Публичную фазу первомайского праздника составляло именно шествие. Участие в нем предполагало целый ряд малых действий интегрирующего порядка. Каждое из них — подготовка праздничной одежды, приход к месту сбора колонны, согласие нести чей-то портрет, воззвание, флаг или еще что-то из атрибутов колонны — было звеном общей величественной акции. Суть ее состояла в перемещении советского идеологического текста из области виртуальной, из области общего знания, в область здесь и теперь текущей жизни собравшихся вместе людей.

Несовпадение делания (участия) и личных убеждений определило идеологическую ситуацию семидесятых, ситуацию «кухонной» правды, двойного стандарта. Но это не отменило общей символической практики демонстрирующего единство коллективного советского «тела». Каждый советский человек, каковы бы ни были его убеждения, тем не менее был посвящен по меньшей мере в октябренка, а значит — имел опыт изготовления маленьких красных флажков, рисунка на тему «Свобода — равенство — братство» и бумажных цветов к празднику. Иными словами, он имел опыт участия в ритуале. Иначе: принял идеологию в свое собственное тело, был посвящен.

Влекущий же свое тело в толпе демонстрантов существенно отличается от наблюдающего за этим процессом, например, по телевизору. Даже в том случае, если они едины в своей позитивной или негативной оценке совершаемого акта. «Идущие вместе» граждане обеспечивают атрибуты силой, превращая тем самым текст в высказывание. Следуя определению Розенштока-Хюсси, демонстранты, шествуя, преобразуют безличный идеологический текст в речь четвертого типа — подтверждение, согласие: «свобода, равенство и братство» + «мы говорим это». Шествующие внедряют его смысл во время и пространство.

Многие исследователи, занимающиеся сталинским периодом советской истории, отмечали особую значимость публичных действ — праздничных парадов, демонстраций[4]. Так, Кристел Лейн отмечает, что организованное и контролируемое телесное движение парадов 1930-х годов выстраивало связь между физическим и социальным телом советского общества[5]. Замечание представляется мне точным и при этом применимым к гораздо более широкому кругу явлений. Марсель Мосс показал, что «техники тела» социально и культурно отформатированы. Адаптация к какой бы то ни было физической или физиологической цели происходит посредством телесных актов и движений, представляющих собой социальные навыки, которые человек вырабатывает благодаря воспитанию и обучению. Они присущи тому сообществу, частью которого человек является.
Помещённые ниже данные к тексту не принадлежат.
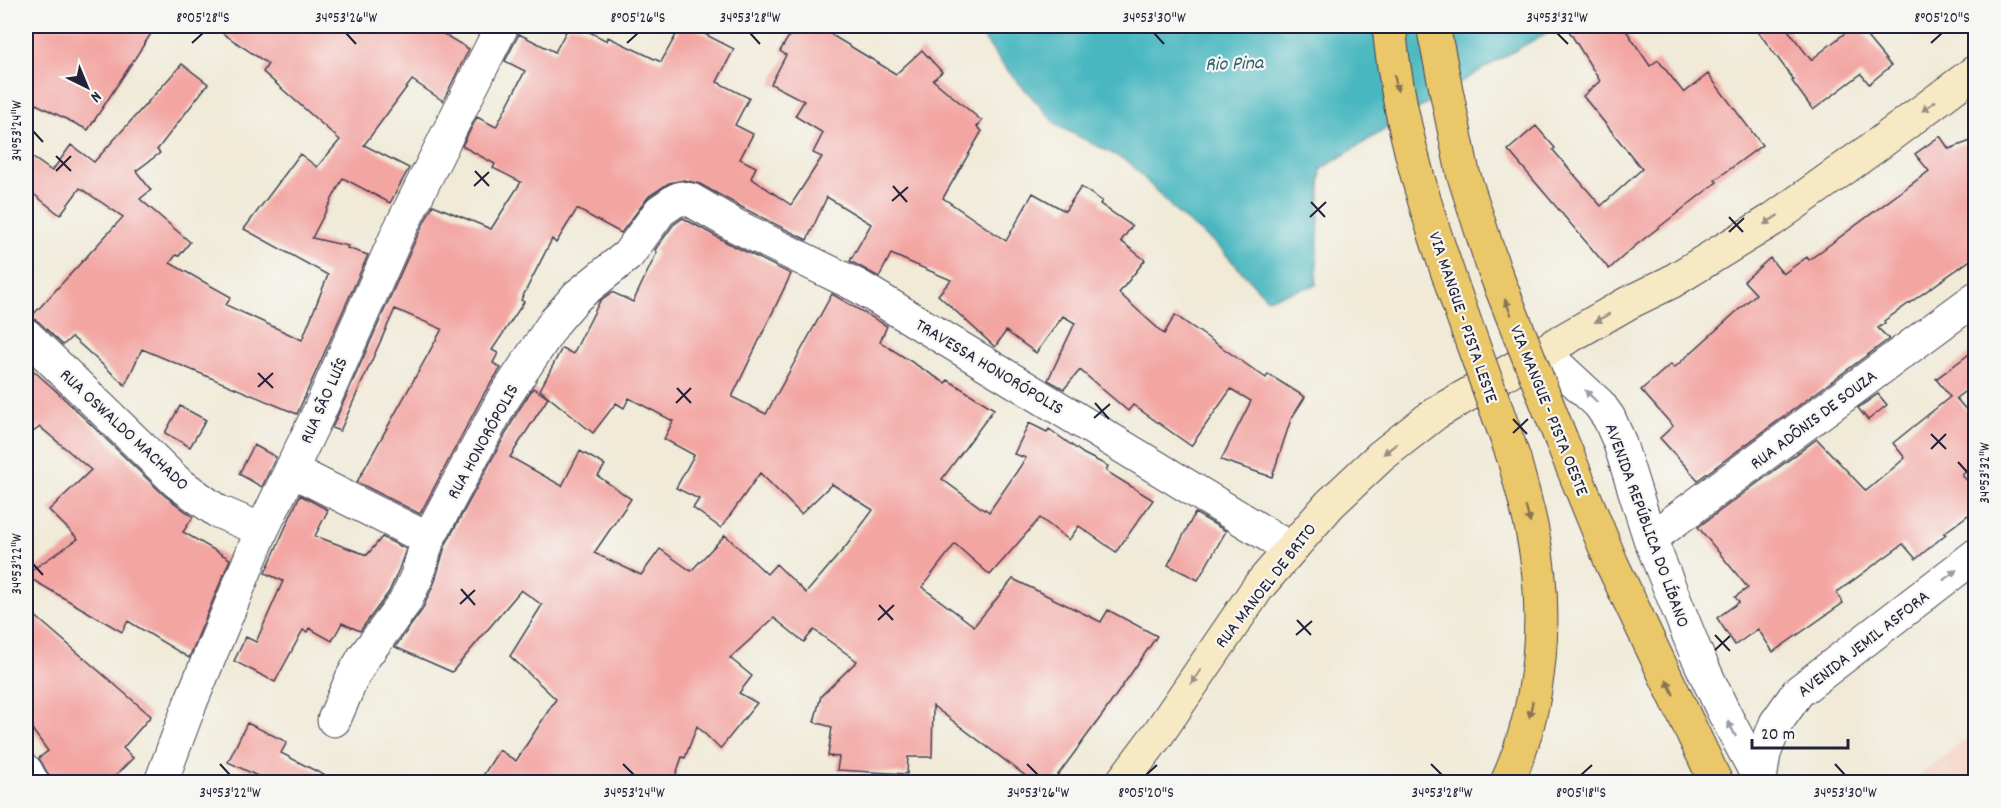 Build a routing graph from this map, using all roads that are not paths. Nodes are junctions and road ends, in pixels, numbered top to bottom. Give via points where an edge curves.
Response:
1 (502, 26) edge
2 (1389, 26) edge
3 (1433, 26) edge
4 (1976, 71) edge
5 (681, 198) joint
6 (1976, 298) edge
7 (26, 335) edge
8 (1543, 352) junction
9 (291, 470) junction
10 (262, 530) junction
11 (428, 539) junction
12 (1650, 539) junction
13 (1291, 549) junction
14 (1976, 555) edge
15 (334, 720) dead end
16 (26, 771) edge
17 (1715, 780) edge
18 (1760, 780) joint
19 (32, 783) edge
20 (161, 783) edge
21 (1122, 783) edge
22 (1507, 783) edge

1 - 9 street, RUA SÃO LUÍS via 398,233
2 -> 22 main road, VIA MANGUE - PISTA LESTE, bridge via 1392,64 1419,186 1514,459 1532,531 1541,617 1537,672 1532,711
17 -> 3 main road, VIA MANGUE - PISTA OESTE, bridge via 1612,564 1493,267 1463,173
4 -> 8 street, RUA MANOEL DE BRITO via 1772,220 1671,282
5 - 11 street, RUA HONORÓPOLIS via 660,211 628,255 577,296 556,320 502,401
5 - 13 street, TRAVESSA HONORÓPOLIS via 704,206 858,286
6 - 12 street, RUA ADÔNIS DE SOUZA
7 - 10 street, RUA OSWALDO MACHADO via 177,482 217,511
12 -> 8 street, AVENIDA REPÚBLICA DO LÍBANO via 1609,418
8 -> 13 street, RUA MANOEL DE BRITO via 1436,413 1338,496
9 - 10 street, RUA SÃO LUÍS
9 - 11 street
10 - 20 street, RUA SÃO LUÍS via 189,704
11 - 15 street, RUA HONORÓPOLIS via 405,602 364,657
18 -> 12 street, AVENIDA REPÚBLICA DO LÍBANO via 1696,653
13 -> 21 street, RUA MANOEL DE BRITO via 1259,586
18 -> 14 street, AVENIDA JEMIL ASFORA via 1764,754 1776,723 1798,692
16 - 19 street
Вопрос о том, кто «разработчик» формата телесной практики — государство или соседская община, — по сути лишь вопрос уровня централизации власти.

Телесная практика — в нашем случае коллективное, определенным образом организованное шествие — была жестко связана с определенной идеологией. Это очевидно, но для меня — недостаточно. Сложность описания социальных феноменов такого рода состоит в том, что в пределах одной формы (сценария) могут осуществляться разные социальные действия. Именно это я и хочу показать на примере советского Первомая.
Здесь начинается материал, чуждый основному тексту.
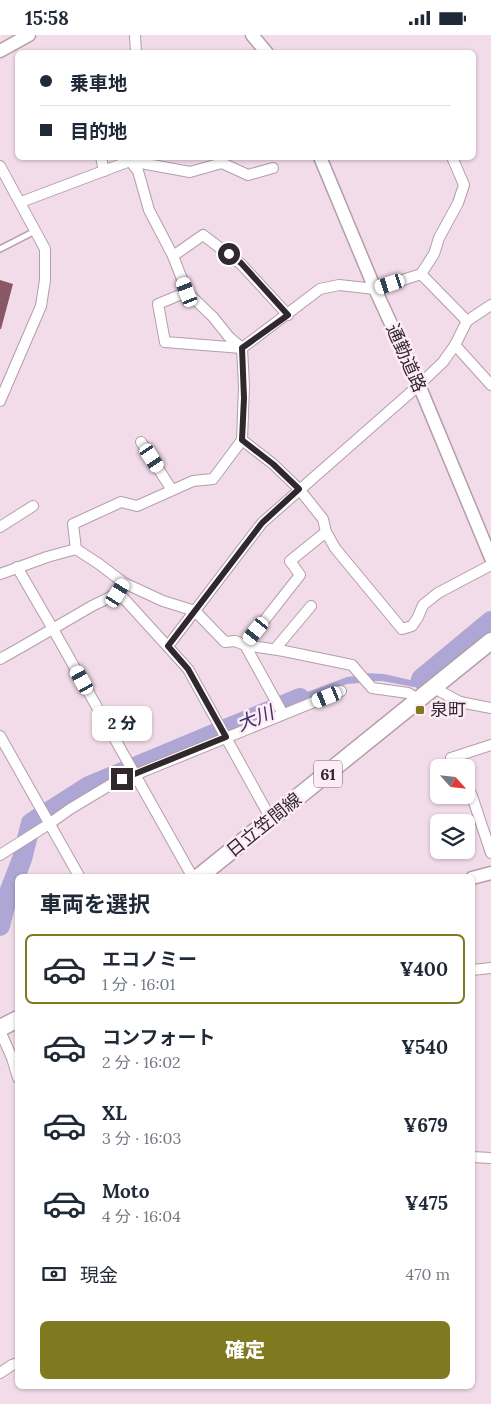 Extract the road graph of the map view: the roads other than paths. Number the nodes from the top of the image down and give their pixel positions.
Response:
1 (29, 35) edge
2 (134, 35) edge
3 (252, 35) edge
4 (136, 50) edge
5 (264, 50) edge
6 (0, 51) edge
7 (102, 160) edge
8 (321, 160) edge
9 (453, 160) edge
10 (130, 161) junction
11 (273, 168) dead end
12 (1, 170) edge
13 (104, 171) junction
14 (21, 202) junction
15 (36, 231) junction
16 (0, 249) edge
17 (173, 256) junction
18 (421, 274) junction
19 (375, 289) junction
20 (187, 292) junction
21 (491, 305) edge
22 (288, 315) junction
23 (467, 321) junction
24 (455, 345) junction
25 (242, 348) junction
26 (418, 385) junction
27 (491, 385) edge
28 (0, 401) edge
29 (242, 440) junction
30 (141, 442) dead end
31 (299, 489) junction
32 (172, 490) junction
33 (33, 506) dead end
34 (0, 527) edge
35 (326, 532) junction
36 (76, 549) junction
37 (491, 558) edge
38 (491, 565) edge
39 (17, 567) junction
40 (0, 574) edge
41 (124, 583) junction
42 (118, 593) junction
43 (312, 606) dead end
44 (195, 611) junction
45 (54, 629) junction
46 (491, 641) edge
47 (244, 645) junction
48 (168, 646) junction
49 (275, 649) junction
50 (0, 659) edge
51 (434, 689) junction
52 (341, 691) dead end
53 (420, 700) junction
54 (491, 708) edge
55 (281, 709) junction
56 (223, 733) junction
57 (0, 737) edge
58 (491, 745) edge
59 (453, 759) edge
60 (131, 770) junction
61 (475, 804) edge
62 (46, 818) junction
63 (271, 819) junction
64 (491, 853) edge
65 (0, 855) edge
66 (491, 873) edge
67 (78, 874) edge
68 (191, 874) edge
69 (202, 874) edge
70 (475, 878) edge
71 (491, 967) edge
72 (475, 970) edge
73 (15, 1021) edge
74 (0, 1030) edge
75 (15, 1068) edge
76 (475, 1157) edge
77 (491, 1158) edge
78 (15, 1364) edge
79 (0, 1373) edge

1 - 6 street
2 - 4 street
3 - 5 street
7 - 13 street
8 - 19 street, 通勤道路
9 - 18 street
10 - 11 street
10 - 13 street
10 - 17 street
12 - 14 street
13 - 14 street
14 - 15 street
15 - 16 lane
15 - 28 street
17 - 20 street
17 - 22 street
18 - 19 street
18 - 23 street
19 - 22 street
19 - 26 street, 通勤道路
20 - 25 street
20 - 25 street
21 - 23 street
22 - 25 street
23 - 24 street
24 - 26 street
24 - 27 street
25 - 29 street
26 - 31 street
26 - 37 street, 通勤道路
29 - 31 street
29 - 32 street
30 - 32 street
31 - 35 street
31 - 44 street
32 - 36 street
33 - 34 street
35 - 38 street
35 - 47 street
36 - 39 street
36 - 41 street
39 - 40 street
39 - 45 street
41 - 42 street
41 - 44 street
42 - 45 street
42 - 48 street
43 - 49 street
44 - 47 street
44 - 48 street
45 - 50 street
45 - 60 street
46 - 51 main road, 日立笠間線 / 61
47 - 49 street
47 - 55 street
48 - 56 street
49 - 53 street
51 - 53 main road, 日立笠間線 / 61
51 - 54 street
52 - 55 street
53 - 63 main road, 日立笠間線 / 61
55 - 56 street
56 - 60 street
56 - 63 street
57 - 62 street
58 - 59 street
60 - 62 street
60 - 68 street
61 - 64 street
62 - 65 street
62 - 67 street
63 - 69 main road, 日立笠間線 / 61
66 - 70 street
71 - 72 street
73 - 74 main road
74 - 75 street
76 - 77 street
78 - 79 street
Невозможно не чувствовать различий между первомайской демонстрацией «эпохи застоя», первомайскими парадами конца 30-х годов (наиболее яркий образ такого шествия — парады в фильмах Александрова «Цирк» и «Весна») и праздником начала 1920-х годов. Я попробую показать, что различие это кроется в форме данного символического акта, в изменении его конструкции, а вместе с ней меняется и тип высказываний.
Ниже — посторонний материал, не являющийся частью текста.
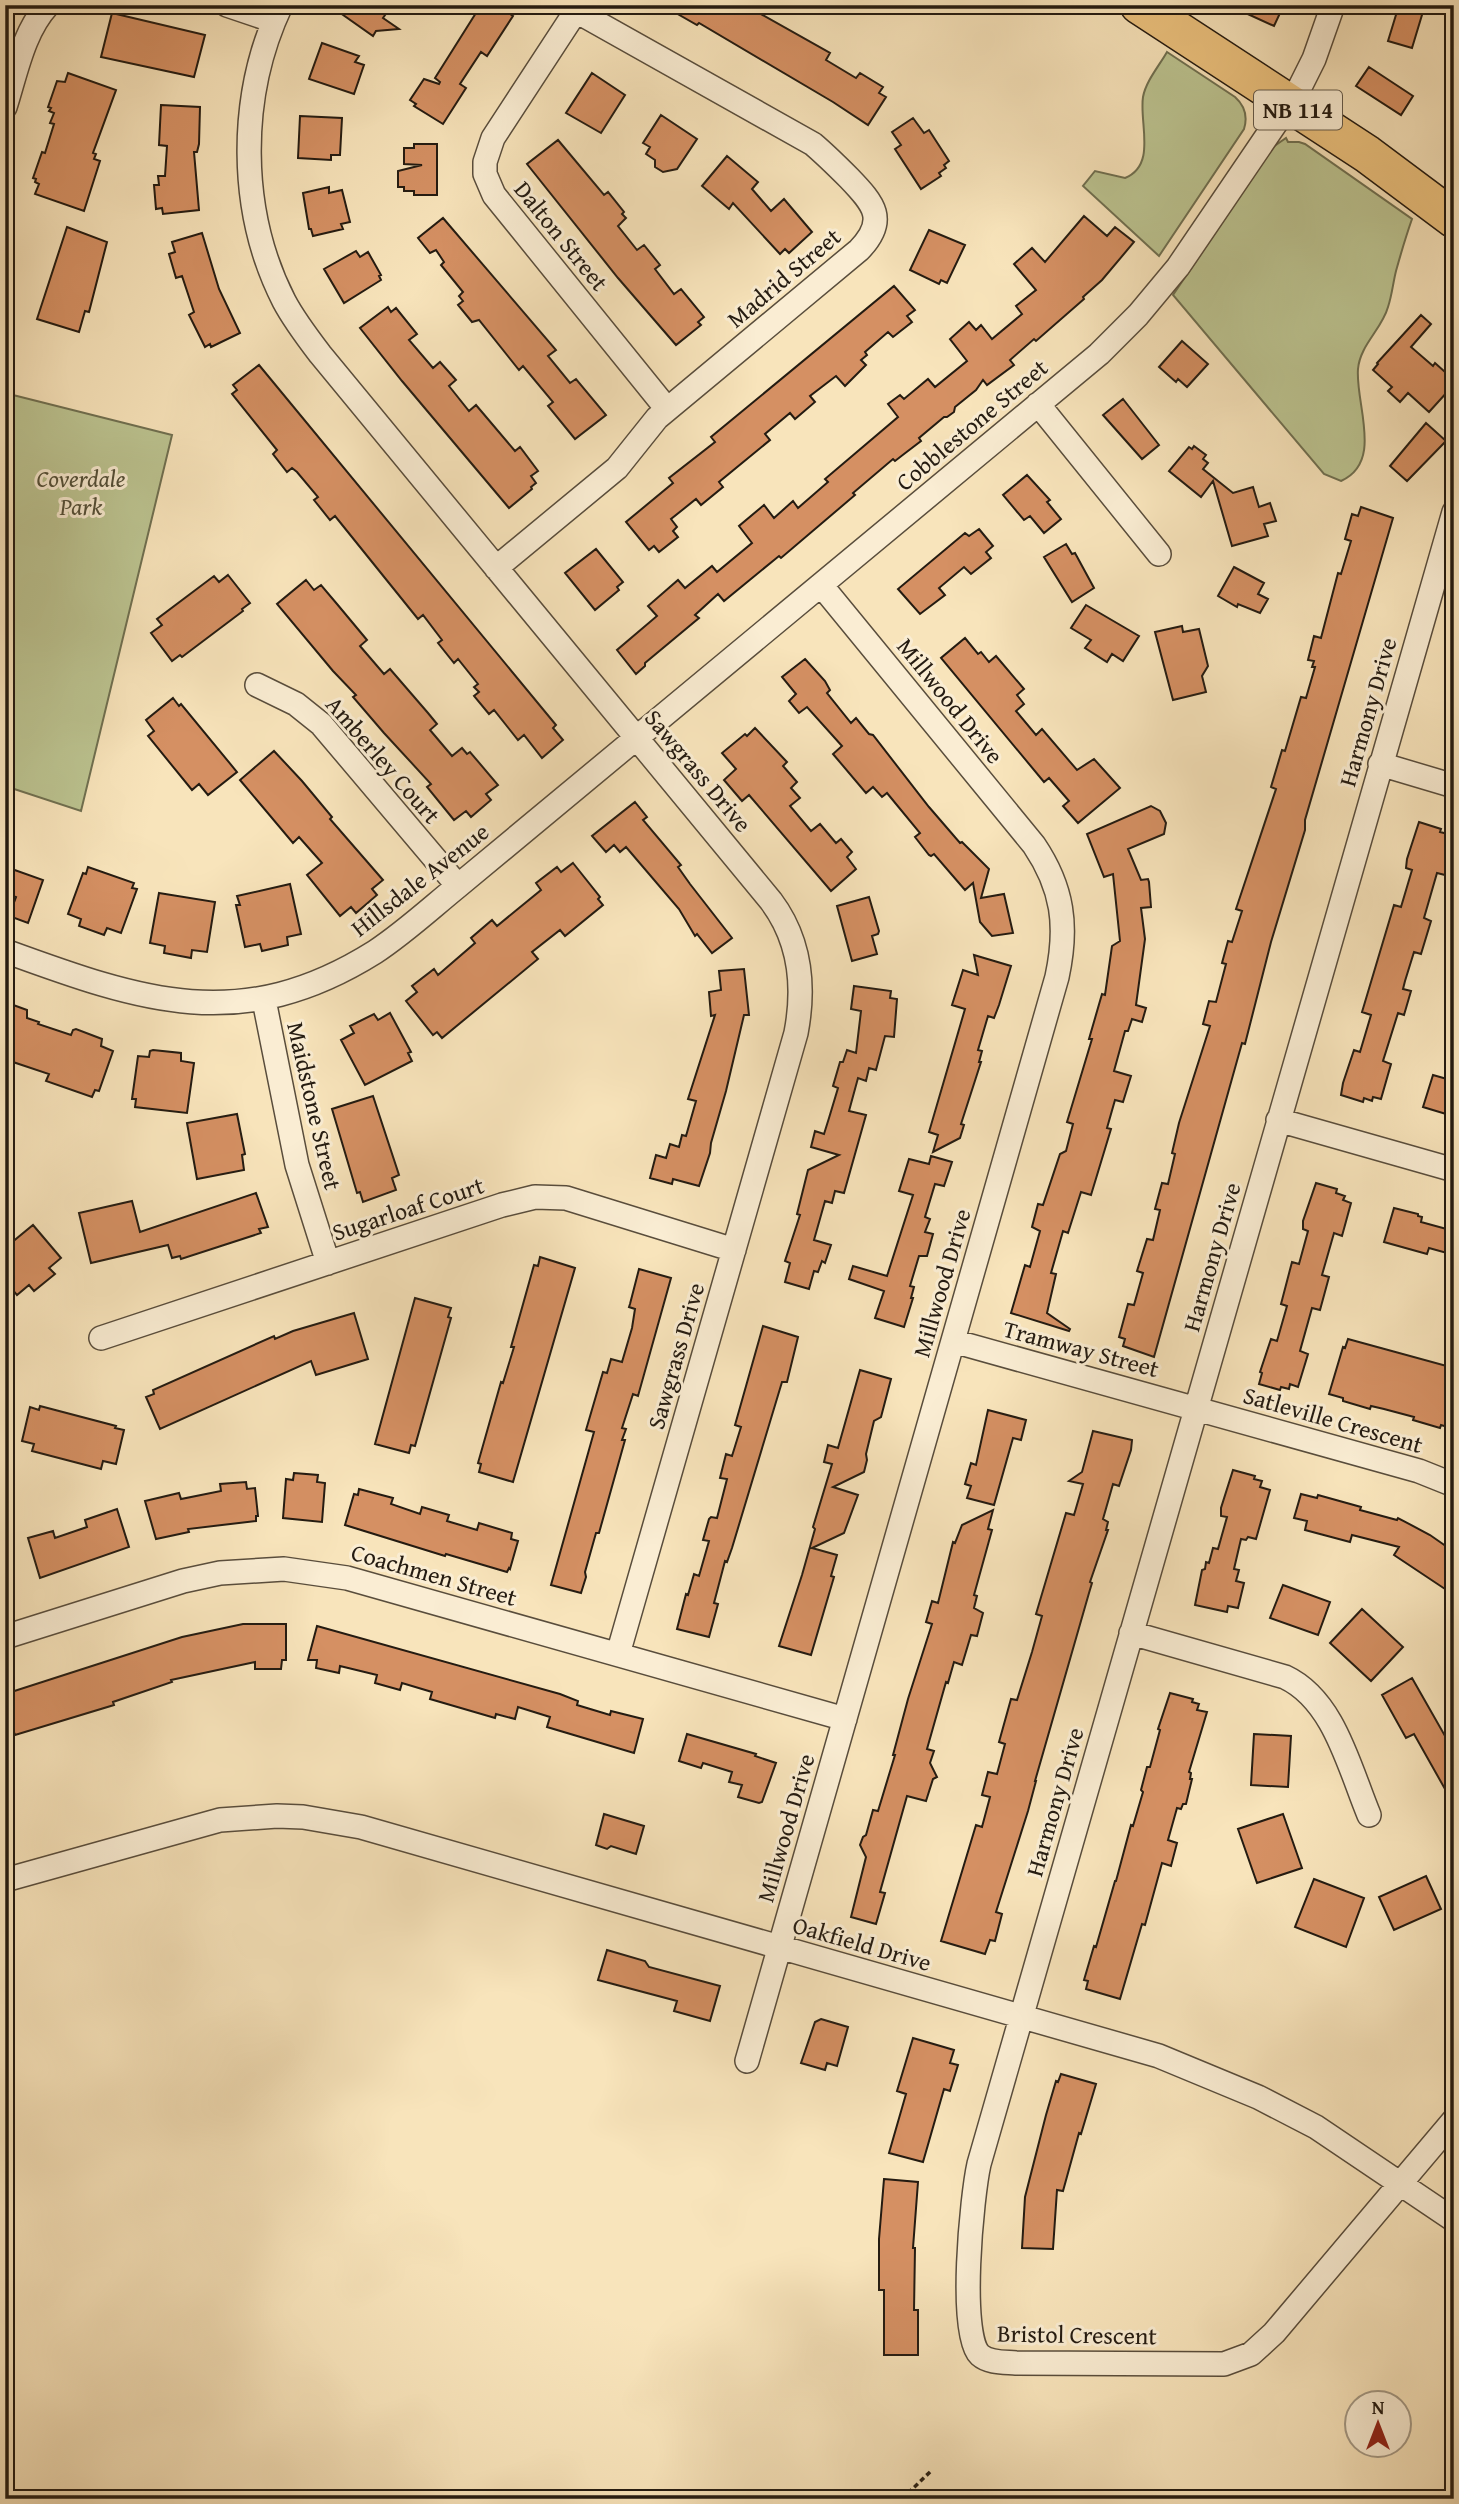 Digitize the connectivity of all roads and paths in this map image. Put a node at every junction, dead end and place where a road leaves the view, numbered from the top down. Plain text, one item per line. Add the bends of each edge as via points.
1 (48, 5) edge
2 (227, 5) edge
3 (1139, 5) edge
4 (1333, 5) edge
5 (573, 8) edge
6 (277, 13) edge
7 (1288, 104) junction
8 (5, 107) edge
9 (1454, 219) edge
10 (1038, 404) junction
11 (667, 409) junction
12 (1454, 512) edge
13 (1159, 554) dead end
14 (496, 568) junction
15 (821, 585) junction
16 (257, 685) dead end
17 (636, 737) junction
18 (1381, 764) junction
19 (1454, 786) edge
20 (458, 886) junction
21 (5, 951) edge
22 (264, 1000) junction
23 (1278, 1120) junction
24 (1454, 1170) edge
25 (734, 1250) junction
26 (328, 1263) junction
27 (101, 1338) dead end
28 (953, 1341) junction
29 (1196, 1408) junction
30 (1454, 1485) edge
31 (1131, 1633) junction
32 (5, 1637) edge
33 (618, 1654) junction
34 (845, 1719) junction
35 (1369, 1815) dead end
36 (5, 1880) edge
37 (780, 1947) junction
38 (1021, 2017) junction
39 (747, 2062) dead end
40 (1454, 2120) edge
41 (1401, 2183) junction
42 (1454, 2220) edge
43 (932, 2470) dead end
44 (902, 2499) edge

1 - 8 street via 27,39
2 - 6 street
3 - 7 main road, NB 114
4 - 7 street, Cobblestone Street via 1309,70
5 - 11 street, Dalton Street via 493,138 485,174 494,195
5 - 11 street, Madrid Street via 813,145 867,196 875,212 871,235 859,250
6 - 14 street, Sawgrass Drive via 253,98 250,162 257,224 276,282 320,354
7 - 9 main road, NB 114 via 1367,154
7 - 10 street, Cobblestone Street via 1178,267 1099,354
10 - 13 street
10 - 15 street, Cobblestone Street
11 - 14 street, Madrid Street via 617,468
12 - 18 street, Harmony Drive
14 - 17 street, Sawgrass Drive
15 - 17 street, Cobblestone Street
15 - 28 street, Millwood Drive via 1034,845 1050,870 1060,904 1064,931 1058,977
16 - 20 street, Amberley Court via 296,704 321,724
17 - 20 street, Hillsdale Avenue
17 - 25 street, Sawgrass Drive via 783,916 798,960 802,990 796,1033
18 - 19 street
18 - 23 street, Harmony Drive
20 - 22 street, Hillsdale Avenue via 398,936 353,965
21 - 22 street, Hillsdale Avenue via 94,983 147,996 208,1003
22 - 26 street, Maidstone Street via 298,1165
23 - 24 street
23 - 29 street, Harmony Drive
25 - 26 street, Sugarloaf Court via 582,1201 551,1196 502,1205
25 - 33 street, Sawgrass Drive
26 - 27 street, Sugarloaf Court
28 - 29 street, Tramway Street
28 - 34 street, Millwood Drive
29 - 30 street, Satleville Crescent
29 - 31 street, Harmony Drive
31 - 35 street via 1285,1677 1304,1688 1329,1719
31 - 38 street, Harmony Drive
32 - 33 street, Coachmen Street via 202,1576 284,1569 347,1578
33 - 34 street, Coachmen Street
34 - 37 street, Millwood Drive
36 - 37 street, Oakfield Drive via 220,1820 303,1817 343,1823
37 - 38 street, Oakfield Drive
37 - 39 street, Millwood Drive
38 - 41 street, Oakfield Drive via 1158,2056 1227,2083 1317,2127
38 - 41 street, Bristol Crescent via 972,2196 970,2331 972,2343 987,2360 1224,2364 1238,2360 1274,2333
40 - 41 street
41 - 42 street, Oakfield Drive
43 - 44 path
Для его описания введем два контекста — ближайший, или динамический, контекст символического акта, и дальнейший — статический[6]. Статический контекст задан институцией: он определен «кодексом» данного сообщества как в ее познавательном, так и в ее предписывающем аспекте[7]. Этот контекст определяет место действия, время и социальный состав участников, которые заданы традицией или законом.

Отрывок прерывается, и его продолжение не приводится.